Essence, satisfied with the balance and cycles, cradled her world, and went to sleep again.
The pain of many shocks woke Essence. Chunks of matter hurled through the cosmos and struck the planet, killing millions of life forms and knocking the planet in its cosmic path. The dust from their impact screened the sun’s light, denying life-giving energy to plants. Essence watched in dismay as thousands of species disappeared form her cherished world. In her grief, she shook. Hills tumbled. Mountains sent forth liquid fire from within.
But even in grief, Essence’s Creative Life Force found its way again. An infinite variety of flowering plants came to be. A few species of the scaly creatures and the small ones with fur and feathers survived.
And ants were still there.
Essence watched for many eons as the fur creatures increased in size and began to dominate. “What would happen,” Essence said, “if I interfered and gave one life form an advantage? If I gave a tad of my intelligence to a creature, could it create something original, as I have?”

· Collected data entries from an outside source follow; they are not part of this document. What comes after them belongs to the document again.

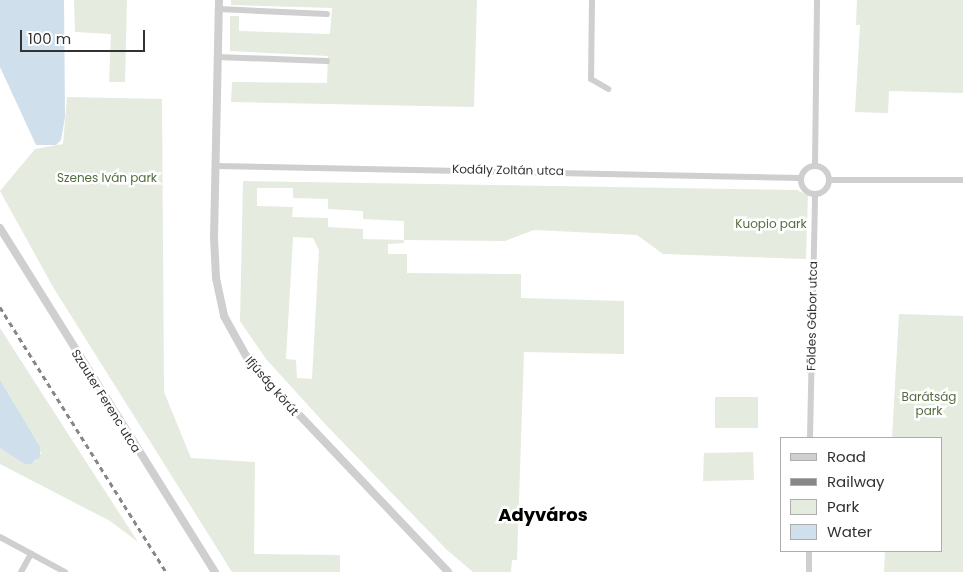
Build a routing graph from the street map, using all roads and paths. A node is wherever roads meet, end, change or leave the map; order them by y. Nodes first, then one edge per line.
1 (219, 0) edge
2 (592, 0) edge
3 (817, 0) edge
4 (219, 9) junction
5 (327, 14) dead end
6 (217, 57) junction
7 (327, 61) dead end
8 (608, 89) dead end
9 (216, 166) junction
10 (815, 166) junction
11 (801, 178) junction
12 (829, 180) junction
13 (963, 180) edge
14 (815, 194) junction
15 (0, 228) edge
16 (810, 437) edge
17 (0, 537) edge
18 (809, 552) edge
19 (32, 554) junction
20 (21, 572) edge
21 (65, 572) edge
22 (215, 572) edge
23 (448, 572) edge
24 (809, 572) edge

1 - 4 street, Ifjúság körút
2 - 8 street
3 - 10 street
4 - 5 street
4 - 6 street, Ifjúság körút
6 - 7 street
6 - 9 street, Ifjúság körút
9 - 11 street, Kodály Zoltán utca
9 - 23 street, Ifjúság körút
10 - 11 street
10 - 12 street
11 - 14 street
12 - 13 street
12 - 14 street
14 - 16 street, Földes Gábor utca
15 - 22 street, Szauter Ferenc utca
17 - 19 street
18 - 24 street
19 - 20 street
19 - 21 street

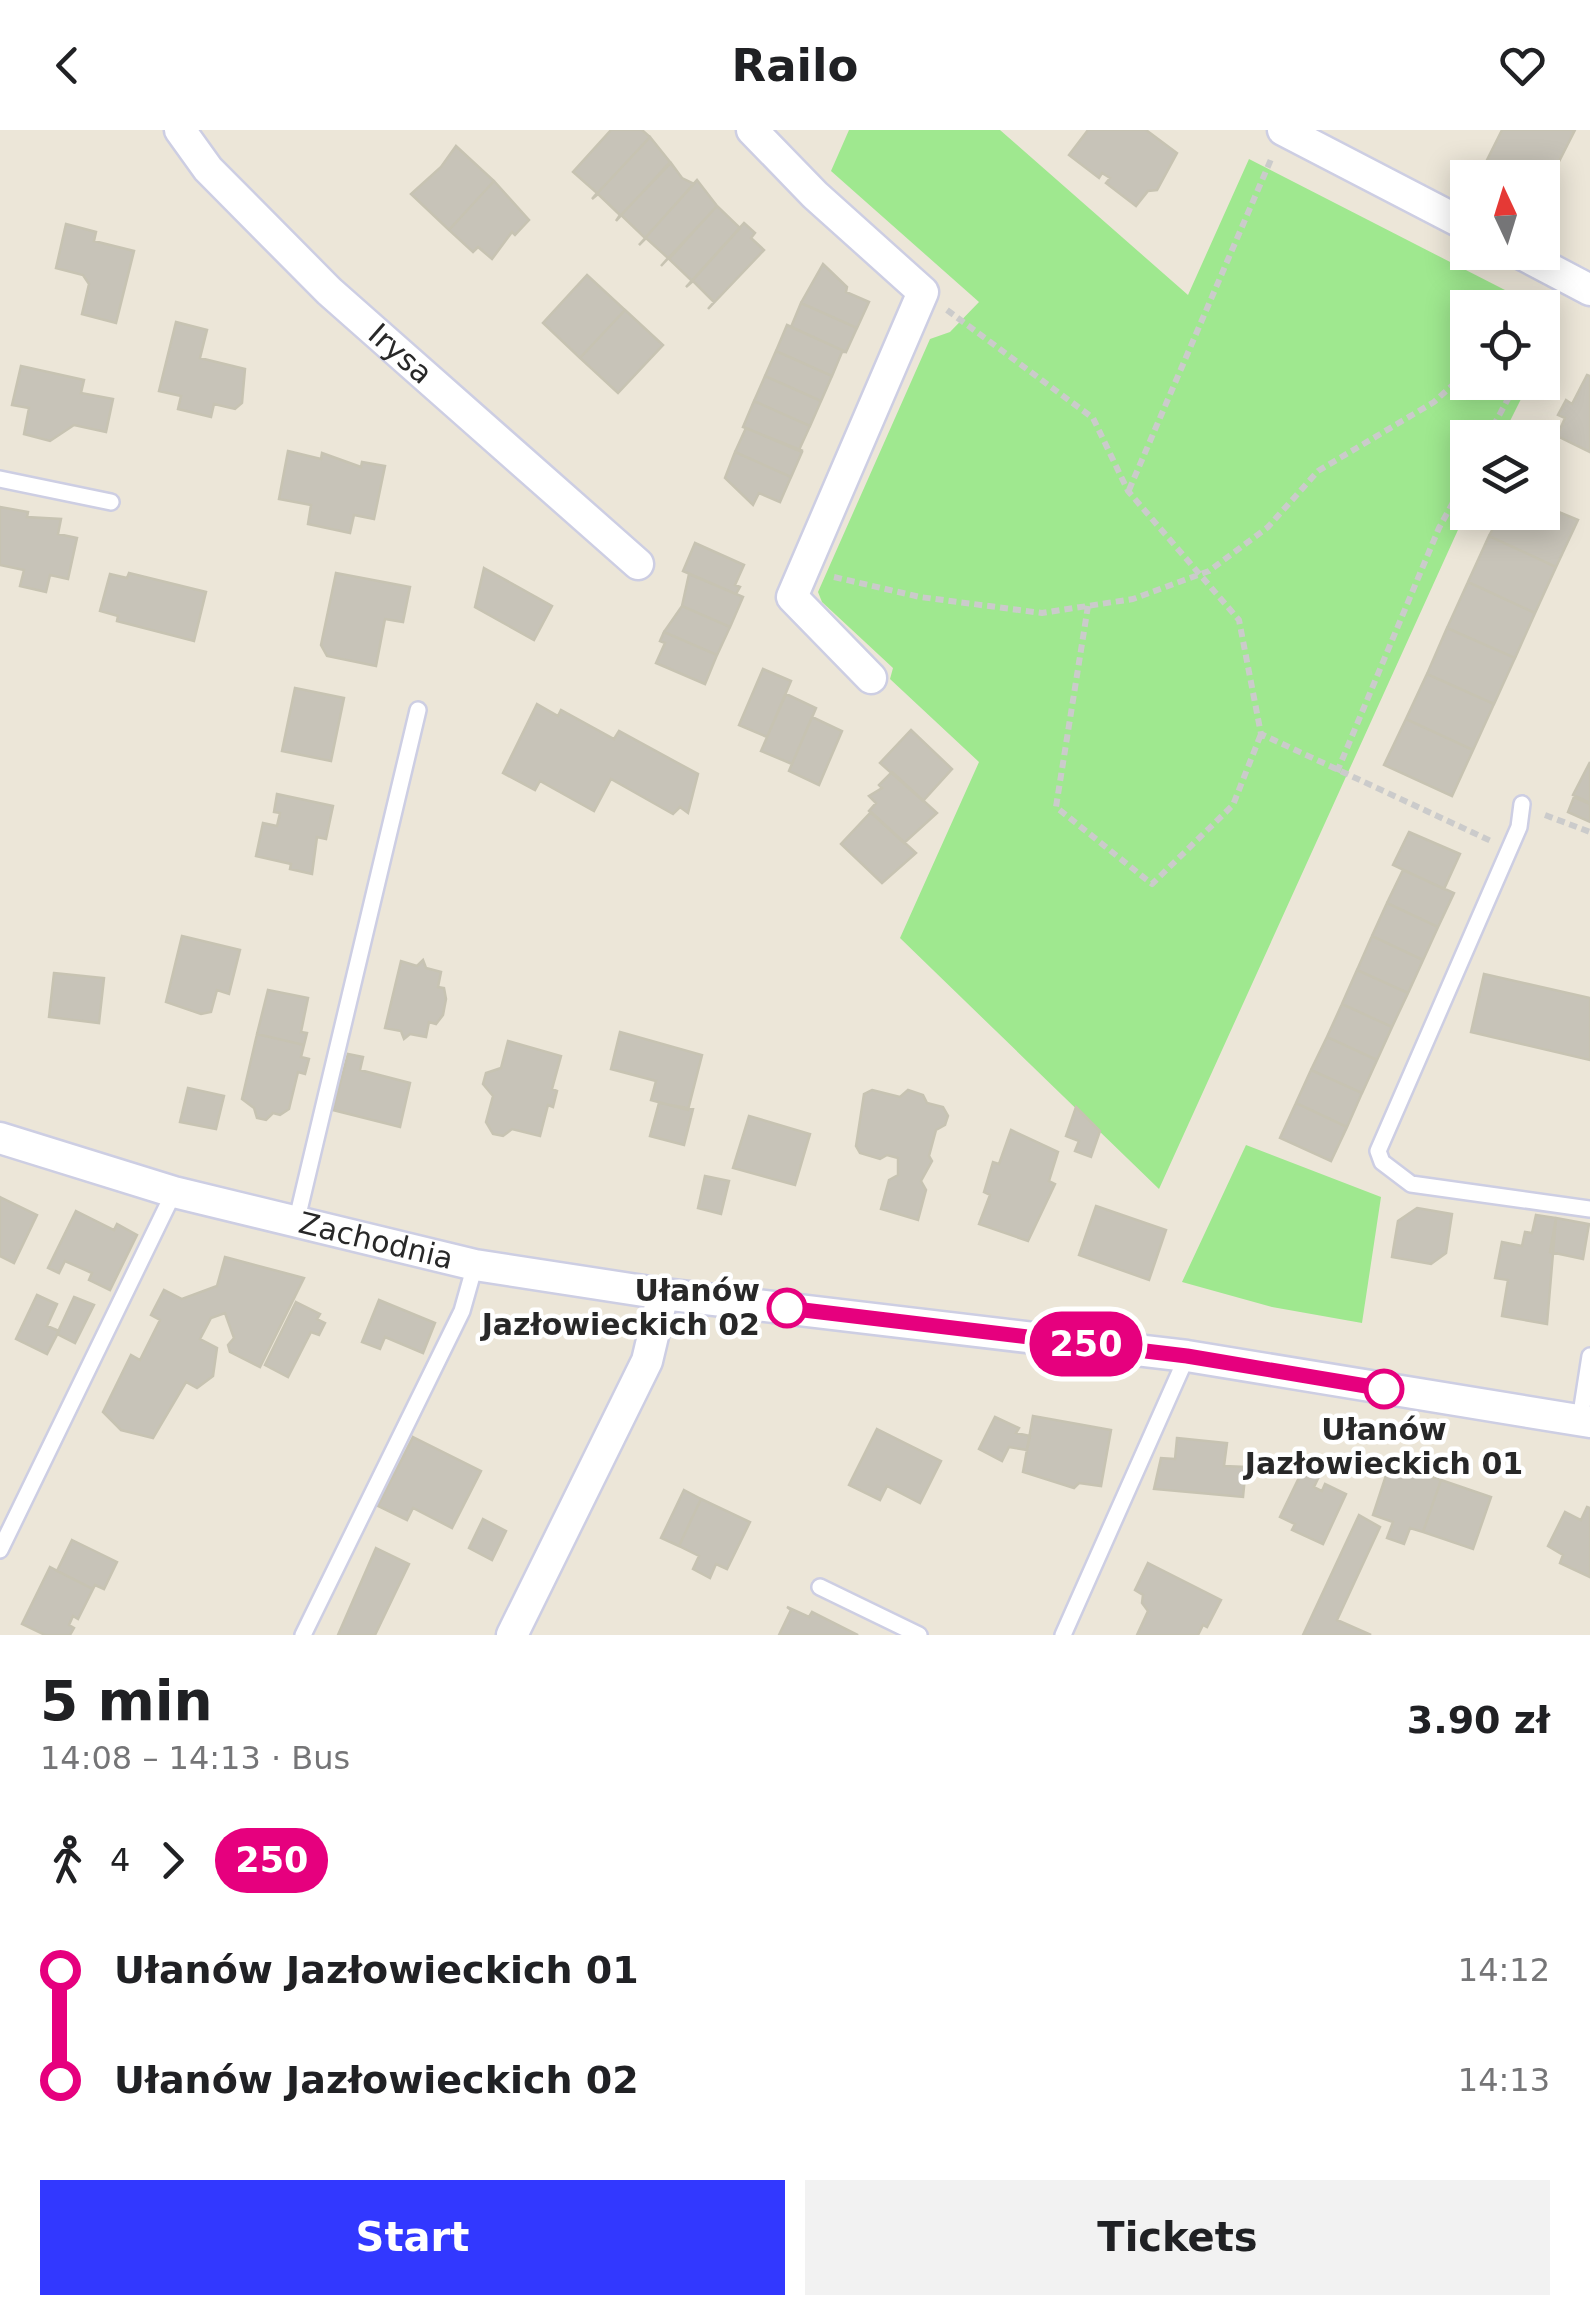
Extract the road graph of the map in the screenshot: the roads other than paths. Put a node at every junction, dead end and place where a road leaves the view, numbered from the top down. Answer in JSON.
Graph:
{"nodes":[{"id":1,"x":180,"y":130,"type":"edge"},
{"id":2,"x":752,"y":130,"type":"edge"},
{"id":3,"x":1284,"y":130,"type":"edge"},
{"id":4,"x":1450,"y":217,"type":"edge"},
{"id":5,"x":1552,"y":270,"type":"edge"},
{"id":6,"x":1590,"y":290,"type":"edge"},
{"id":7,"x":0,"y":479,"type":"edge"},
{"id":8,"x":110,"y":502,"type":"dead end"},
{"id":9,"x":638,"y":564,"type":"dead end"},
{"id":10,"x":871,"y":678,"type":"dead end"},
{"id":11,"x":418,"y":710,"type":"dead end"},
{"id":12,"x":1522,"y":804,"type":"dead end"},
{"id":13,"x":0,"y":1138,"type":"edge"},
{"id":14,"x":174,"y":1192,"type":"junction"},
{"id":15,"x":1590,"y":1210,"type":"edge"},
{"id":16,"x":296,"y":1223,"type":"junction"},
{"id":17,"x":475,"y":1265,"type":"junction"},
{"id":18,"x":664,"y":1294,"type":"junction"},
{"id":19,"x":1187,"y":1356,"type":"junction"},
{"id":20,"x":1590,"y":1356,"type":"edge"},
{"id":21,"x":1585,"y":1421,"type":"edge"},
{"id":22,"x":0,"y":1550,"type":"edge"},
{"id":23,"x":820,"y":1587,"type":"dead end"},
{"id":24,"x":303,"y":1635,"type":"edge"},
{"id":25,"x":512,"y":1635,"type":"edge"},
{"id":26,"x":920,"y":1635,"type":"edge"},
{"id":27,"x":1063,"y":1635,"type":"edge"}],
"edges":[{"from":1,"to":9,"type":"street","name":"Irysa"},
{"from":2,"to":10,"type":"street"},
{"from":3,"to":4,"type":"street"},
{"from":5,"to":6,"type":"street"},
{"from":7,"to":8,"type":"lane"},
{"from":11,"to":16,"type":"lane"},
{"from":12,"to":15,"type":"lane"},
{"from":13,"to":14,"type":"street","name":"Zachodnia"},
{"from":14,"to":16,"type":"street","name":"Zachodnia"},
{"from":14,"to":22,"type":"lane"},
{"from":16,"to":17,"type":"street","name":"Zachodnia"},
{"from":17,"to":18,"type":"street","name":"Zachodnia"},
{"from":17,"to":24,"type":"lane"},
{"from":18,"to":19,"type":"street","name":"Zachodnia"},
{"from":18,"to":25,"type":"street"},
{"from":19,"to":21,"type":"street","name":"Zachodnia"},
{"from":19,"to":27,"type":"lane"},
{"from":20,"to":21,"type":"lane"},
{"from":23,"to":26,"type":"lane"}]}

Essence looked closely at each species and finally chose one that seemed different from others. This species was not entirely covered with fur, stood on only two appendages, and had a well developed nervous system. She infused them with more intelligence and waited to see what would happen.
Season cycles passed. Generations of Duo Pods came and went. Essence saw that they made tools, built things, and developed the planet. Their machines grew ever more complex. Satisfied, Essence took a nap.

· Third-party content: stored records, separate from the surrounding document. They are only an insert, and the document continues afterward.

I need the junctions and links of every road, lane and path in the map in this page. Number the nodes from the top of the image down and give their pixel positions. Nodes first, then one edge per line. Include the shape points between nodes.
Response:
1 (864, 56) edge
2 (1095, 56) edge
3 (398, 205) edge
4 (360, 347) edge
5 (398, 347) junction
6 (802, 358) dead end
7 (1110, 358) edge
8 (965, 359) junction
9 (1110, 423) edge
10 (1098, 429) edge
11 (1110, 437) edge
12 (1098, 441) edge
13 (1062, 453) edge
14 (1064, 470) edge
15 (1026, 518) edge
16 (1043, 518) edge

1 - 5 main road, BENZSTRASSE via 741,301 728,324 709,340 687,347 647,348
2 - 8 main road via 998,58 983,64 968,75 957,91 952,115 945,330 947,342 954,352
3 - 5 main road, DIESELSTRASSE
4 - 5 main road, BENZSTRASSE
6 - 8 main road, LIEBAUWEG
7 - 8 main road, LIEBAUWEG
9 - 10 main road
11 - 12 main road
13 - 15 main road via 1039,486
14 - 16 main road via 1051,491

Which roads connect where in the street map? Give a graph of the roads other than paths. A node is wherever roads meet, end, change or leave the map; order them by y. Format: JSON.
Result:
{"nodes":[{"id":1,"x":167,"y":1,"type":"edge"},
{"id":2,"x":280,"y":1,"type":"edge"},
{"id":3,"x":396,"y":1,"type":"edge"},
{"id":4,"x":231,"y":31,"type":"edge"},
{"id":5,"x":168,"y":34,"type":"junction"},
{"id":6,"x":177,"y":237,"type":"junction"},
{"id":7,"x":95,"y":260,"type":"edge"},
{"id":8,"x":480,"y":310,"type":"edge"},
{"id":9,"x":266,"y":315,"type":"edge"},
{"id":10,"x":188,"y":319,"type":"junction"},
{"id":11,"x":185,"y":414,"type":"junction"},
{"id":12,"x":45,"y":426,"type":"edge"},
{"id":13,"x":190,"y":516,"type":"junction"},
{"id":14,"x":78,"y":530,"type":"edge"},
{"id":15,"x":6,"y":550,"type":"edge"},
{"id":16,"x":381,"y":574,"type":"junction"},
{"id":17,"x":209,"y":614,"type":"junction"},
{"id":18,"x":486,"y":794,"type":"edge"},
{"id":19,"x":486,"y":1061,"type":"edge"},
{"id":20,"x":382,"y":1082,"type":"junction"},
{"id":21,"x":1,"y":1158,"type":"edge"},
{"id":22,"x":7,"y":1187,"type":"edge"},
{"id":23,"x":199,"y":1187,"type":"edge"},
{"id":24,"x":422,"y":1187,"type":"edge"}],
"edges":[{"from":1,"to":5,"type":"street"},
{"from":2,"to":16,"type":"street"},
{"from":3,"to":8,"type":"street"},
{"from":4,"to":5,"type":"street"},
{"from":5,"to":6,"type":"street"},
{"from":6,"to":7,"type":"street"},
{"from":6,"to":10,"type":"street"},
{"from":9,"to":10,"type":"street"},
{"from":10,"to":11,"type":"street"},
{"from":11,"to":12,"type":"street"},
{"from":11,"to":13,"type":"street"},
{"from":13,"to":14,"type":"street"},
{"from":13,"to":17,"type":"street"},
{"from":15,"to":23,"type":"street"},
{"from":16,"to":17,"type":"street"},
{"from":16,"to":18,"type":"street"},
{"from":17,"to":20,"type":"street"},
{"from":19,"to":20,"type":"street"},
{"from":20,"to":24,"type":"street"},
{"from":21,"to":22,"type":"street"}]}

Essence awoke with a fever. The planet’s surface was a shambles. The air and the water were fouled. All the Duo Pods, all of the feathered creatures, and most of the furry ones were dead forever.

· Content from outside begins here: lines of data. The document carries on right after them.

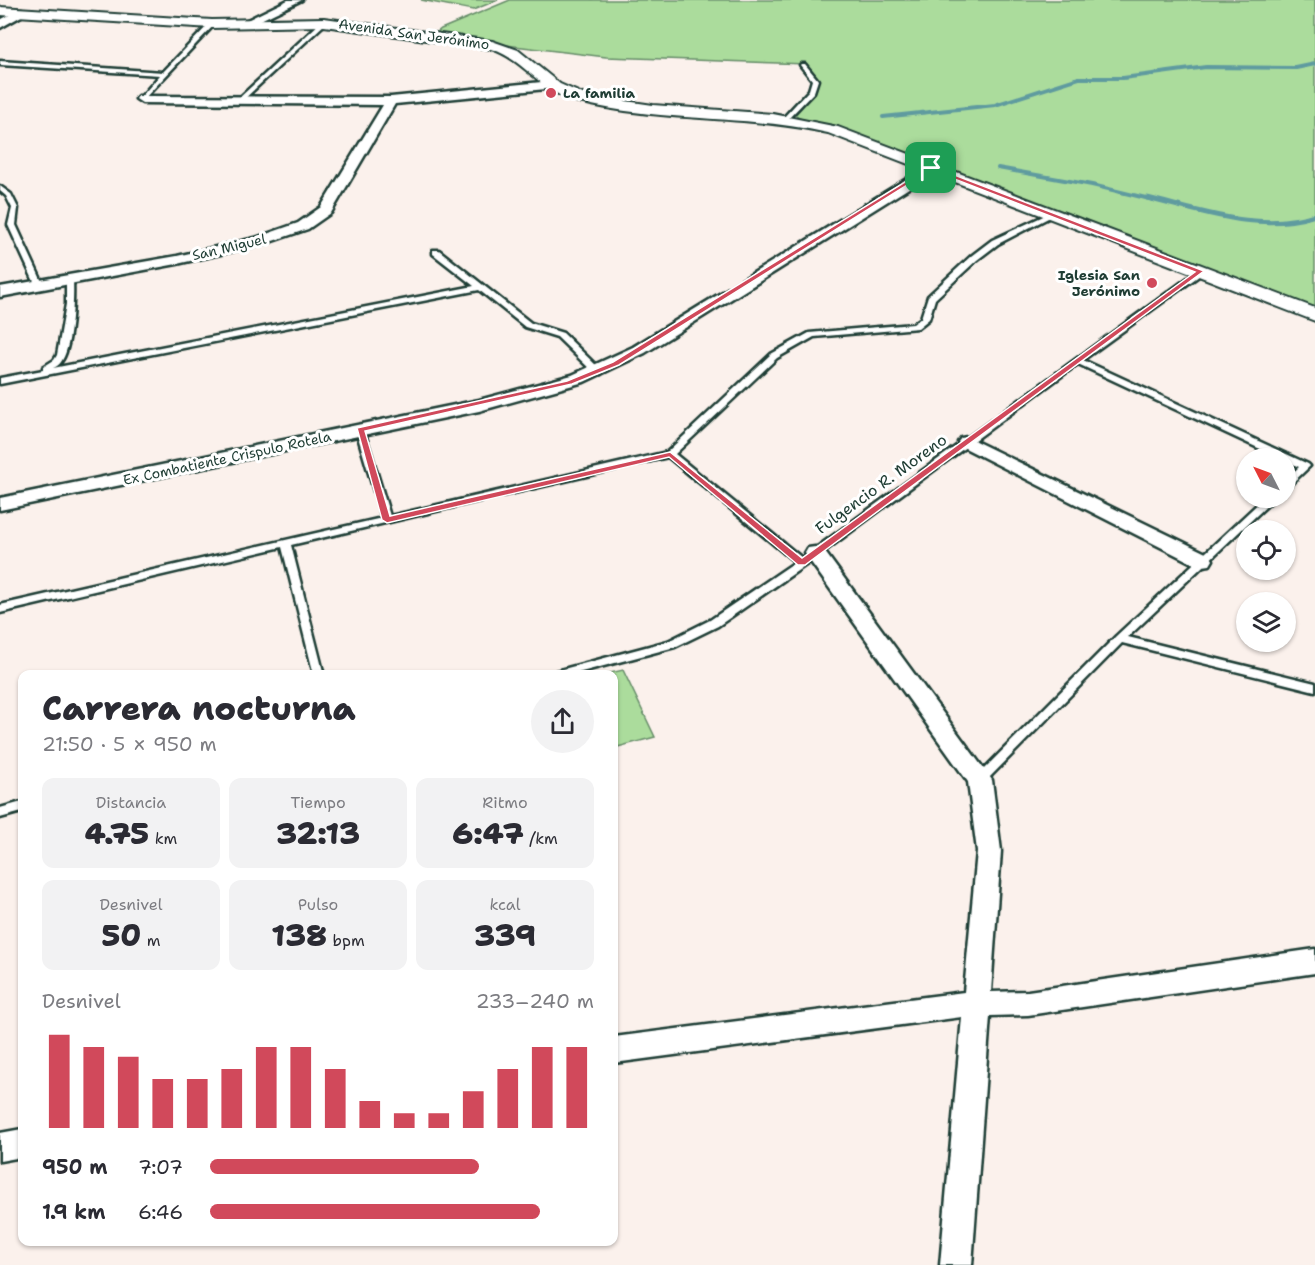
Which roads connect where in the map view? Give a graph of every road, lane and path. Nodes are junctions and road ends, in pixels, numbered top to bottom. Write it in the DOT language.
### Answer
graph roads {
  1 [pos="297,0"];
  2 [pos="0,11"];
  3 [pos="21,12"];
  4 [pos="324,22"];
  5 [pos="246,23"];
  6 [pos="212,24"];
  7 [pos="0,25"];
  8 [pos="0,63"];
  9 [pos="803,65"];
  10 [pos="164,74"];
  11 [pos="552,85"];
  12 [pos="142,99"];
  13 [pos="240,100"];
  14 [pos="391,101"];
  15 [pos="785,119"];
  16 [pos="931,168"];
  17 [pos="0,188"];
  18 [pos="1050,215"];
  19 [pos="436,252"];
  20 [pos="1200,271"];
  21 [pos="69,280"];
  22 [pos="39,286"];
  23 [pos="480,287"];
  24 [pos="0,292"];
  25 [pos="1315,315"];
  26 [pos="1078,362"];
  27 [pos="598,372"];
  28 [pos="38,373"];
  29 [pos="0,381"];
  30 [pos="360,430"];
  31 [pos="967,442"];
  32 [pos="1266,448"];
  33 [pos="670,454"];
  34 [pos="1296,462"];
  35 [pos="1296,475"];
  36 [pos="0,504"];
  37 [pos="1259,508"];
  38 [pos="387,520"];
  39 [pos="286,543"];
  40 [pos="809,558"];
  41 [pos="1203,560"];
  42 [pos="0,609"];
  43 [pos="1120,639"];
  44 [pos="318,670"];
  45 [pos="575,670"];
  46 [pos="1315,687"];
  47 [pos="980,780"];
  48 [pos="18,808"];
  49 [pos="0,813"];
  50 [pos="1315,961"];
  51 [pos="977,1006"];
  52 [pos="618,1049"];
  53 [pos="18,1144"];
  54 [pos="0,1147"];
  55 [pos="956,1265"];
  1 -- 5 [label="street"];
  2 -- 3 [label="street, Avenida San Jerónimo"];
  3 -- 6 [label="street, Avenida San Jerónimo"];
  3 -- 7 [label="street"];
  4 -- 5 [label="street, Avenida San Jerónimo"];
  4 -- 11 [label="street, Avenida San Jerónimo"];
  4 -- 13 [label="lane"];
  5 -- 6 [label="street, Avenida San Jerónimo"];
  6 -- 10 [label="lane"];
  8 -- 10 [label="lane"];
  9 -- 15 [label="lane"];
  10 -- 12 [label="lane"];
  11 -- 14 [label="street"];
  11 -- 15 [label="street, Avenida San Jerónimo"];
  12 -- 13 [label="street"];
  13 -- 14 [label="street"];
  14 -- 21 [label="street, San Miguel"];
  15 -- 16 [label="street, Avenida San Jerónimo"];
  16 -- 18 [label="street, Avenida San Jerónimo"];
  16 -- 27 [label="street, Ex Combatiente Crispulo Rotela"];
  17 -- 22 [label="lane"];
  18 -- 20 [label="street, Avenida San Jerónimo"];
  18 -- 33 [label="lane"];
  19 -- 23 [label="lane"];
  20 -- 25 [label="street, Avenida San Jerónimo"];
  20 -- 26 [label="lane, Fulgencio R. Moreno"];
  21 -- 22 [label="street, San Miguel"];
  21 -- 28 [label="lane"];
  22 -- 24 [label="street, San Miguel"];
  23 -- 27 [label="lane"];
  23 -- 28 [label="lane"];
  26 -- 31 [label="lane, Fulgencio R. Moreno"];
  26 -- 32 [label="lane"];
  27 -- 30 [label="street, Ex Combatiente Crispulo Rotela"];
  28 -- 29 [label="lane"];
  30 -- 36 [label="street, Ex Combatiente Crispulo Rotela"];
  30 -- 38 [label="lane"];
  31 -- 40 [label="lane, Fulgencio R. Moreno"];
  31 -- 41 [label="street"];
  33 -- 38 [label="lane"];
  33 -- 40 [label="lane"];
  34 -- 35 [label="lane"];
  37 -- 41 [label="lane"];
  38 -- 39 [label="lane"];
  39 -- 42 [label="lane"];
  39 -- 44 [label="lane"];
  40 -- 45 [label="lane, Fulgencio R. Moreno"];
  40 -- 47 [label="street"];
  41 -- 43 [label="lane"];
  43 -- 46 [label="lane"];
  43 -- 47 [label="lane"];
  47 -- 51 [label="street"];
  48 -- 49 [label="lane"];
  50 -- 51 [label="street"];
  51 -- 52 [label="street"];
  51 -- 55 [label="street"];
  53 -- 54 [label="street"];
}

“What as happened to my world?” Essence cried.
Grief for her failed experiment and illness consumed Essence. The earth shook. Storms raged. Her tears covered many lands. Then slowly, the earth healed itself. Although it would take many more eons for all of the Duo Pod creations to return to the earth, the world looked new and fresh once more. Essence found that one substance the Duo Pods had made would not break itself down and feed the earth. They had indeed created something original. Her experiment had not been a total failure.
She looked around hopefully and found that ants, roaches and other insects were not only still there, but had grown greatly in size and changed in other ways.
“Ah, my faithful ants,” she said. “You have been with me from the earliest days and have always been civilized. Perhaps the intelligence I gave the Duo Pods was not enough. I will try again. I will give you not only the gift of knowledge, but my compassion as well. And this time, I will not sleep, but will watch over my world. I will be available to my creatures, speaking to their minds when they seek me. When each one’s time on earth is done, the part of me that is in them will return to me in unity forever. Eat then, my ants, of the lasting creation of the Duo Pods—plastic—and receive my gifts. Cherish my world and seek to understand its mysteries.”
And so we are.
While Essence was speaking, a group of roaches approached. They took the gift of intelligence, but ran away before the second, more important gift of compassion and inner essence was given. Thus they received no more of Essence than had the extinct Duo Pods.
Bemused, Essence observed the roaches as they ran from her. “I must watch and see what comes of this development.”